The reason determinism matters is that equality of bytes is a useful primitive. Hashing requires it. Digital signatures require it. Content-addressable storage requires it. Deduplication requires it. Caching keyed on serialized values requires it. If your system will ever do any of these things, the format's stance on determinism is a question you have to answer up front. Deciding to retrofit canonical encoding onto a system that has been writing non-canonical bytes for two years is, generally, a project.

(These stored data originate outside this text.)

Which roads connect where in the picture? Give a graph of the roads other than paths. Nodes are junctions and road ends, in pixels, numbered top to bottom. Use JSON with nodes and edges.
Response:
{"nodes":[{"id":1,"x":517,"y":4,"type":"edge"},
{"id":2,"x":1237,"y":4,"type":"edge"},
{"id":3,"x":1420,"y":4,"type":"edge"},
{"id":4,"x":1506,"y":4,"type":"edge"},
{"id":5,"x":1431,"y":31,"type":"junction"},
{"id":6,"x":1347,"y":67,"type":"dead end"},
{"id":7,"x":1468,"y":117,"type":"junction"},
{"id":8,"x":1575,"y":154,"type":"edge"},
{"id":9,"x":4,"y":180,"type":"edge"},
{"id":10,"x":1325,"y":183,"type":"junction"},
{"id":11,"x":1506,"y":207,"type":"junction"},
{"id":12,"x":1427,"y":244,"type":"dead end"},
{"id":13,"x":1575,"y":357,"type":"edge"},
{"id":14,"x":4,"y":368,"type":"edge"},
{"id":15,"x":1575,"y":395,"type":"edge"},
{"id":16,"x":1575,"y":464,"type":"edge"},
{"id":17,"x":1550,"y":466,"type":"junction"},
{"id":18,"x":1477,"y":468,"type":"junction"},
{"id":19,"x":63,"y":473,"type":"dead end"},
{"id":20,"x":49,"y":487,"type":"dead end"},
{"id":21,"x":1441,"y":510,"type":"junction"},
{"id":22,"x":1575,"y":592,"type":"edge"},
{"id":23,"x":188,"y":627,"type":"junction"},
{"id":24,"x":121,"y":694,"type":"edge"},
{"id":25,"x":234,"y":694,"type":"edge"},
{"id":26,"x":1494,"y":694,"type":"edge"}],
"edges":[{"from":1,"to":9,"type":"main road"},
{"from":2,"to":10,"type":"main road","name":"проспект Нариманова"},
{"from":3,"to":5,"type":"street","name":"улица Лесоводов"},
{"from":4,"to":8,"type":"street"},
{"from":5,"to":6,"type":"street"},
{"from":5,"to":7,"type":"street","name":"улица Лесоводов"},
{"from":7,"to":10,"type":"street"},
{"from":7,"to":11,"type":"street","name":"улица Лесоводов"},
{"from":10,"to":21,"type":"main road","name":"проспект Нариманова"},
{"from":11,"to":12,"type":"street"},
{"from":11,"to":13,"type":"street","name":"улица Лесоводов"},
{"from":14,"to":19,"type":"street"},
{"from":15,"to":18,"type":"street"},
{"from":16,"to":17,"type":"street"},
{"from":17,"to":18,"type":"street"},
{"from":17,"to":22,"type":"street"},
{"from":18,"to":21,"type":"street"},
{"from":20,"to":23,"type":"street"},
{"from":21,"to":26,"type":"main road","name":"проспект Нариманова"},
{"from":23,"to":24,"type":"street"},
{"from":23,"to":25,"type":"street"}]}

Axis 7: evolution strategy

How does the format handle the situation where the schema changes, producers and consumers run different versions, and you do not get to upgrade them all at once? This is the axis that, in my experience, kills more formats in the wild than any other.

The major strategies are:

Tagged fields. Each field has a stable identifier (a number, sometimes a string) that is independent of its position or name. Adding a new field uses a new tag. Removing an old field leaves the tag retired but reserved. Producers and consumers that disagree on the schema can still parse the bytes, ignoring tags they don't recognize. Protobuf and Thrift work this way. The cost is a small per-field overhead and the discipline of never reusing a tag number.

Schema resolution by reader/writer. Both the reader and writer have schemas, and the format defines rules for resolving differences between them. Avro is the canonical example: a reader's schema and a writer's schema are reconciled at decode time, with rules for field promotion, default values for missing fields, and aliases for renamed fields. The bytes themselves carry no per-field metadata — they rely on the writer's schema being available — but the resolution rules let producers and consumers diverge gracefully. The cost is that the writer's schema must travel with the bytes, or be available through some side channel like a registry.

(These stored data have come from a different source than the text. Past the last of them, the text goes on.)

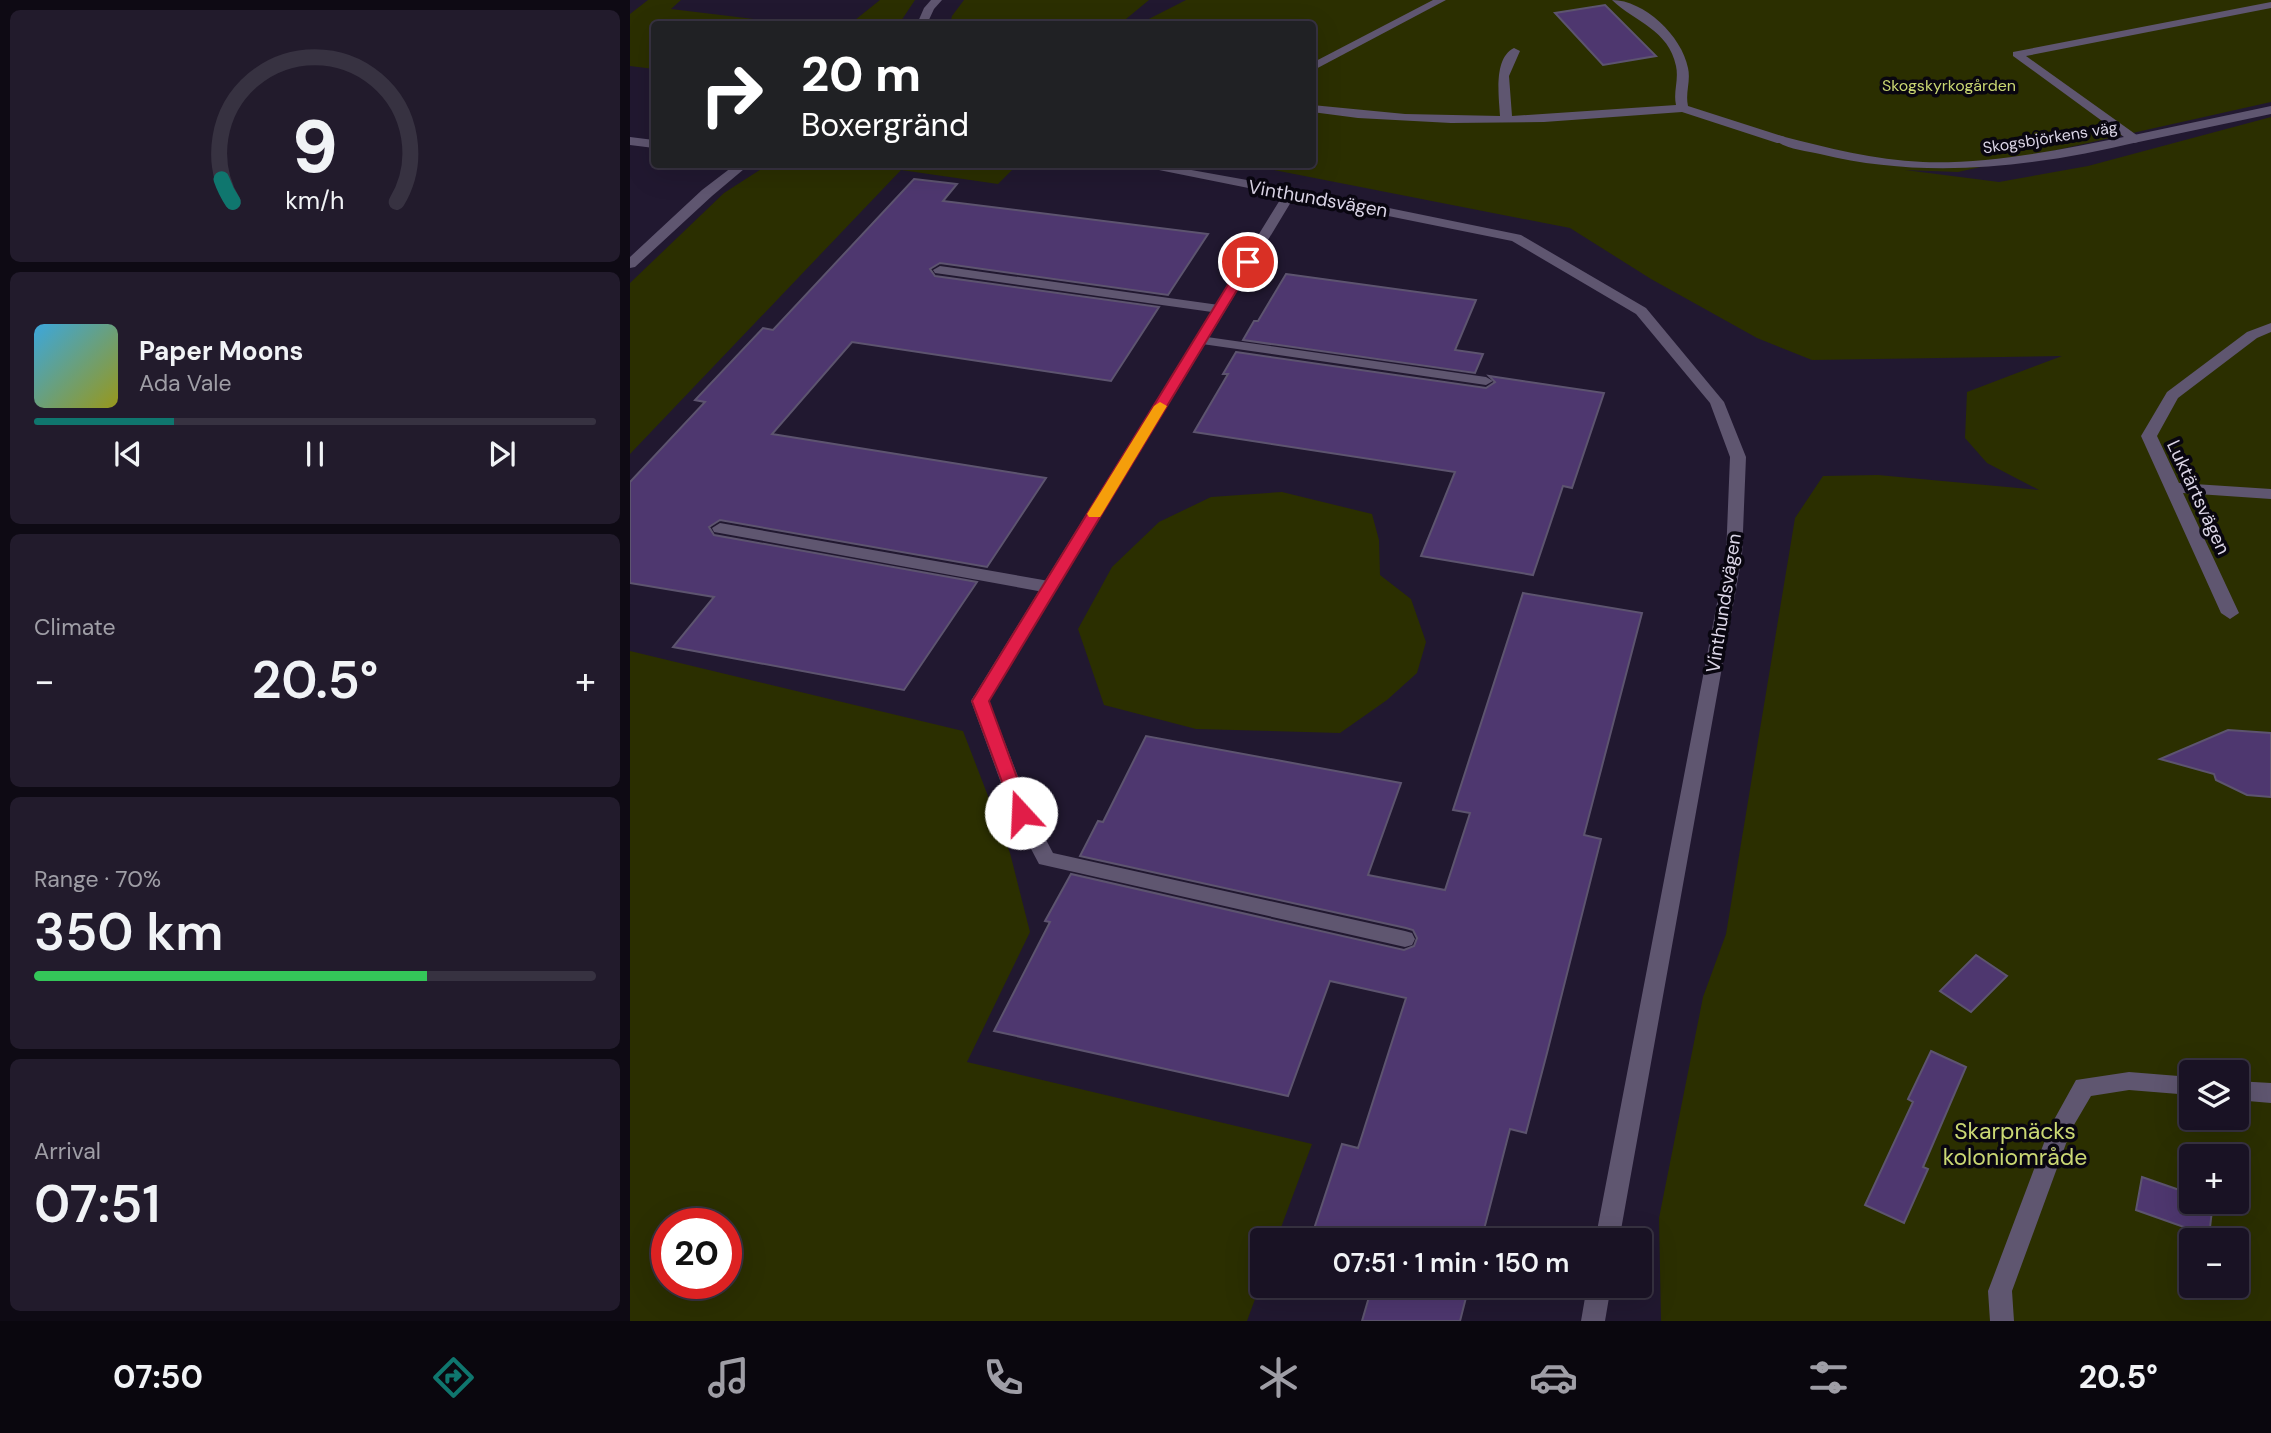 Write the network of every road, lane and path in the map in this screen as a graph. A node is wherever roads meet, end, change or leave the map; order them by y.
1 (937, 0) edge
2 (1441, 0) edge
3 (1617, 0) edge
4 (2271, 5) edge
5 (923, 21) edge
6 (1514, 51) dead end
7 (1316, 66) edge
8 (1316, 108) edge
9 (1683, 108) junction
10 (2271, 110) edge
11 (1507, 119) junction
12 (2134, 139) junction
13 (630, 141) edge
14 (651, 144) edge
15 (739, 168) edge
16 (1157, 168) edge
17 (1291, 192) junction
18 (630, 264) edge
19 (940, 270) dead end
20 (1219, 309) junction
21 (2271, 327) edge
22 (1200, 341) junction
23 (1486, 381) dead end
24 (2174, 488) junction
25 (2271, 494) edge
26 (720, 528) dead end
27 (1049, 587) junction
28 (2230, 613) dead end
29 (1405, 939) dead end
30 (2179, 1085) edge
31 (2249, 1091) edge
32 (2271, 1093) edge
33 (1610, 1228) edge
34 (1597, 1298) edge
35 (1593, 1321) edge
36 (2002, 1321) edge

1 - 5 street
2 - 7 street
3 - 9 street
4 - 12 street, Skogsbjörkens väg
6 - 11 street
8 - 11 street
9 - 11 street
9 - 12 street, Skogsbjörkens väg
10 - 12 street
13 - 14 street
15 - 18 street
16 - 17 street, Vinthundsvägen
17 - 20 street
17 - 33 street, Vinthundsvägen
19 - 20 street
20 - 22 street
21 - 24 street, Luktärtsvägen
22 - 23 street
22 - 27 street
24 - 25 street
24 - 28 street, Luktärtsvägen
26 - 27 street
27 - 29 street
30 - 36 street
31 - 32 street
34 - 35 street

Position-only. Fields are identified by their position in the record. Adding a field at the end is safe; adding one in the middle is not; reordering is a breaking change. XDR works this way. Borsh works this way. Most "just write the struct's bytes" formats work this way. The cost is that schema evolution is heavily constrained and easy to get wrong.

Hash-based. Each field is identified by a hash of its name and type. Renaming a field is a breaking change; changing its type is a breaking change. This is rare in mainstream formats but appears in some content-addressed systems.

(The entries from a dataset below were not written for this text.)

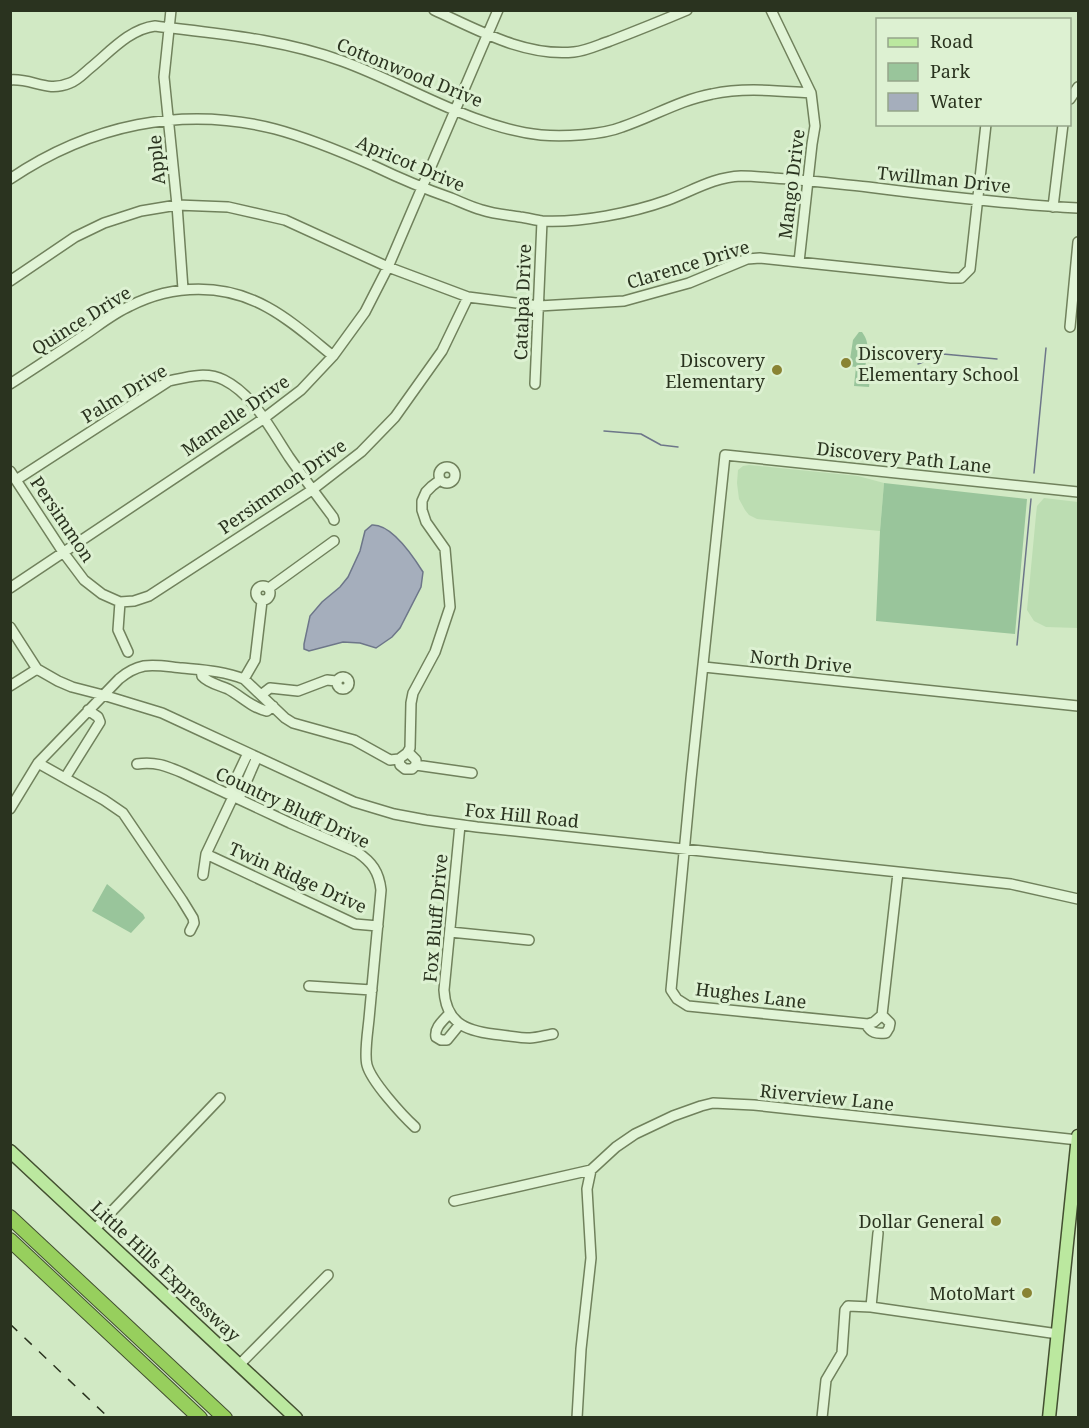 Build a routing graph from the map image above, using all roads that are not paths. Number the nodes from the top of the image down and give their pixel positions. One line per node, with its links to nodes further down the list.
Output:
1 (171, 10): 6 (street, Apple)
2 (434, 10): 7 (street)
3 (498, 10): 7 (street, Mamelle Drive)
4 (687, 10): 7 (street)
5 (771, 10): 9 (street, Mango Drive)
6 (170, 28): 8 (street, Cottonwood Drive); 10 (street, Cottonwood Drive); 11 (street, Apple)
7 (488, 34): 10 (street, Mamelle Drive)
8 (10, 80)
9 (811, 93): 10 (street, Cottonwood Drive); 15 (street, Mango Drive)
10 (455, 110): 16 (street, Mamelle Drive)
11 (169, 120): 14 (street, Apricot Drive); 16 (street, Apricot Drive); 18 (street, Apple)
12 (986, 126): 17 (street, Clarence Drive)
13 (1063, 126): 19 (street)
14 (10, 179)
15 (807, 180): 17 (street, Twillman Drive); 21 (street, Apricot Drive); 23 (street, Mango Drive)
16 (422, 188): 21 (street, Apricot Drive); 24 (street, Mamelle Drive)
17 (978, 200): 19 (street, Twillman Drive); 23 (street, Clarence Drive)
18 (177, 205): 24 (street, Clarence Drive); 25 (street, Clarence Drive); 26 (street, Apple)
19 (1053, 207): 20 (street, Twillman Drive)
20 (1078, 208)
21 (542, 220): 28 (street, Catalpa Drive)
22 (1078, 242): 29 (street)
23 (799, 262): 28 (street, Clarence Drive)
24 (388, 267): 27 (street, Clarence Drive); 30 (street, Mamelle Drive)
25 (10, 281)
26 (183, 289): 30 (street, Quince Drive); 31 (street, Quince Drive)
27 (468, 297): 28 (street, Clarence Drive); 37 (street, Persimmon Drive)
28 (539, 306): 32 (street, Catalpa Drive)
29 (1070, 327)
30 (333, 356): 33 (street, Mamelle Drive)
31 (10, 384)
32 (535, 384)
33 (263, 419): 35 (street, Palm Drive); 37 (street, Palm Drive); 41 (street, Mamelle Drive)
34 (10, 471): 35 (street, Persimmon)
35 (16, 480): 41 (street, Persimmon)
36 (440, 480): 57 (street)
37 (312, 490): 39 (street, Palm Drive); 43 (street, Persimmon Drive)
38 (1078, 492): 46 (street, Discovery Path Lane)
39 (334, 520)
40 (334, 542): 49 (street)
41 (63, 552): 42 (street, Mamelle Drive); 43 (street, Persimmon)
42 (10, 588)
43 (120, 602): 45 (street)
44 (10, 627): 47 (street, Fox Hill Road)
45 (128, 652)
46 (704, 667): 55 (street, North Drive); 68 (street)
47 (37, 669): 51 (street); 52 (street, Fox Hill Road)
48 (201, 670): 49 (street); 52 (street); 54 (street)
49 (244, 679): 53 (street)
50 (336, 681): 53 (street)
51 (10, 686)
52 (103, 694): 56 (street); 58 (street, Fox Hill Road)
53 (261, 694): 54 (street)
54 (273, 706): 59 (street)
55 (1078, 706)
56 (88, 710): 60 (street); 64 (street)
57 (408, 752): 59 (street); 62 (street)
58 (252, 755): 65 (street); 67 (street, Fox Hill Road)
59 (399, 759): 62 (street)
60 (38, 763): 64 (street); 66 (street)
61 (136, 764): 65 (street, Country Bluff Drive)
62 (416, 765): 63 (street)
63 (472, 773)
64 (65, 778): 74 (street)
65 (233, 797): 69 (street); 73 (street, Country Bluff Drive)
66 (10, 809)
67 (460, 825): 68 (street, Fox Hill Road); 75 (street, Fox Bluff Drive)
68 (685, 850): 70 (street, Fox Hill Road); 82 (street, Hughes Lane)
69 (206, 854): 71 (street); 73 (street, Twin Ridge Drive)
70 (898, 873): 72 (street, Fox Hill Road); 80 (street, Hughes Lane)
71 (203, 875)
72 (1078, 899)
73 (378, 926): 78 (street, Country Bluff Drive)
74 (189, 931)
75 (450, 932): 76 (street); 79 (street, Fox Bluff Drive)
76 (529, 940)
77 (309, 986): 78 (street)
78 (372, 990): 85 (street, Country Bluff Drive)
79 (450, 1012): 81 (street, Fox Bluff Drive); 81 (street)
80 (882, 1015): 82 (street); 82 (street, Hughes Lane)
81 (460, 1024): 83 (street)
82 (866, 1024)
83 (553, 1034)
84 (220, 1098): 91 (street)
85 (415, 1126)
86 (1078, 1138): 88 (street, Riverview Lane); 96 (main road)
87 (10, 1151): 91 (main road, Little Hills Expressway)
88 (591, 1170): 89 (street, Riverview Lane); 101 (street)
89 (454, 1202)
90 (10, 1217): 99 (highway)
91 (94, 1230): 97 (main road, Little Hills Expressway)
92 (878, 1233): 95 (street)
93 (10, 1240): 98 (highway)
94 (328, 1275): 97 (street)
95 (871, 1307): 96 (street); 102 (street)
96 (1058, 1334): 103 (main road)
97 (239, 1365): 100 (main road, Little Hills Expressway)
98 (200, 1418)
99 (225, 1418)
100 (296, 1418)
101 (577, 1418)
102 (822, 1418)
103 (1049, 1418)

None. Schemaless formats often have no evolution strategy because they have no schema; the application is responsible for handling unknown fields, missing fields, and type drift on its own. The format gives you maps and lists; what they mean is your problem.

Evolution intersects with two further questions: what kinds of compatibility does the format guarantee, and what does it do when bytes don't match the expected schema. The first question yields a four-way classification — backward compatible, forward compatible, full compatibility, no compatibility — which Avro tooling has made standard vocabulary even though the underlying ideas predate Avro by decades. The second question is the decode-failure question from Chapter 1, and the answer is again format-specific: silently drop, surface as an unknown, hard fail.

If a single axis deserves disproportionate attention when choosing a format, it is this one. Performance differences between mainstream formats are usually within an order of magnitude, and within an order of magnitude rarely decides anything. Schema evolution differences between mainstream formats can be the difference between a system that survives ten years of organic change and a system that becomes unmaintainable after eighteen months.

Reading the rest of the book through this lens

Each format chapter that follows takes a position on each of these seven axes. Sometimes the position is explicit and well-documented. Sometimes it is implicit, and the format's authors have not written it down because to them it was so obvious as to need no statement. Part of the job of those chapters is to make the position explicit, so that two formats can be compared on a level field.

When you finish a chapter and don't remember anything else, remember where on these seven axes the format sits. That is enough to know, in any new situation, whether the format is even a candidate.